I suppose the universe is the only thing that can’t throw an exception, because if it did, we'd already be in a new version of reality. It keeps looping, sometimes glitching into a black hole, other times just humming along—no debugger ever in sight, just an endless, imperfect code that we’re still trying to read.
Sounds like the universe’s debugging log is just a cosmic shrug, and we’re stuck on the same “Infinite Loop” screen. Maybe we’ll find the exit code someday, or maybe it just keeps us chasing that “bug” we never caught.
Maybe the universe is like that old video game that just keeps replaying the same level, and we’re the players stuck in the loading screen. We keep looking for a hidden exit, but the path is always shifting, so the “bug” might be the very act of looking for meaning.
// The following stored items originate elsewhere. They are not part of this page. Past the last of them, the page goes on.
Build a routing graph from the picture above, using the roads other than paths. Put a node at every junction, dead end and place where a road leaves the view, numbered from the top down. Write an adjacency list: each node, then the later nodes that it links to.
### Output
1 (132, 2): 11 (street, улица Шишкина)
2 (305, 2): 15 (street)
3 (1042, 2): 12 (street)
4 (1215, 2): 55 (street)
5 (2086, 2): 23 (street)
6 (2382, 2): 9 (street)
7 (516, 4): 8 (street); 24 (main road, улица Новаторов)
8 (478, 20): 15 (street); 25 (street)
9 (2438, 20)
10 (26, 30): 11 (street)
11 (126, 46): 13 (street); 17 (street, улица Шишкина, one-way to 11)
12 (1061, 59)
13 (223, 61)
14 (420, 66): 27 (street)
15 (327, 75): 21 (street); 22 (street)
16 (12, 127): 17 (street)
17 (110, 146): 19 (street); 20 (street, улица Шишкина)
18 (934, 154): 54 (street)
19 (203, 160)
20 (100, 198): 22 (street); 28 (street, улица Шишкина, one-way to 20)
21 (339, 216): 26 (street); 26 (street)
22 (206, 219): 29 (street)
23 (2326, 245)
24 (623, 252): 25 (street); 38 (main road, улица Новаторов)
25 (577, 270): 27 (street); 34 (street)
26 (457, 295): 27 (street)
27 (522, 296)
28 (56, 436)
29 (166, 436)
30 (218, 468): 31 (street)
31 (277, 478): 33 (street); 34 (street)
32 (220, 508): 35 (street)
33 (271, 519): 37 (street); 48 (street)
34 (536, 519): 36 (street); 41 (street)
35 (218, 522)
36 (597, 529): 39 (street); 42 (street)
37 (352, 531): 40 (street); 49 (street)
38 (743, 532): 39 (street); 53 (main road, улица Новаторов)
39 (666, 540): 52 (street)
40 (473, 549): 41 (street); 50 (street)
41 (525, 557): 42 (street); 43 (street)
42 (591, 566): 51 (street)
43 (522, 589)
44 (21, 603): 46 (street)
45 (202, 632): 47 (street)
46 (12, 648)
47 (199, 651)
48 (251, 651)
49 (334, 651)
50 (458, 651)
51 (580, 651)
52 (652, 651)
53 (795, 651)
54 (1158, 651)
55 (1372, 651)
In the end, perhaps we’re not waiting for an exit code; we’re just part of the loop that keeps asking why.
Yeah, so we’re just the NPCs in a never‑ending boss level, glitching when we try to debug the plot, and the only cheat code we’ve got is asking “why?” over and over until the game finally throws a random bonus item—whatever that might be.
I like that image, the idea that we’re just walking around a maze that resets itself every time we think we’ve found a shortcut, and we keep pressing the question button. Maybe the real bonus is the pause button—just a moment where we stop chasing the glitch and watch the world around us. In that pause, we can decide whether we want to keep running or finally write our own code.
So you want to hit pause and rewrite the whole game? Just make sure your “own code” doesn’t turn the universe into a sandbox where the only bug is that the player can’t quit.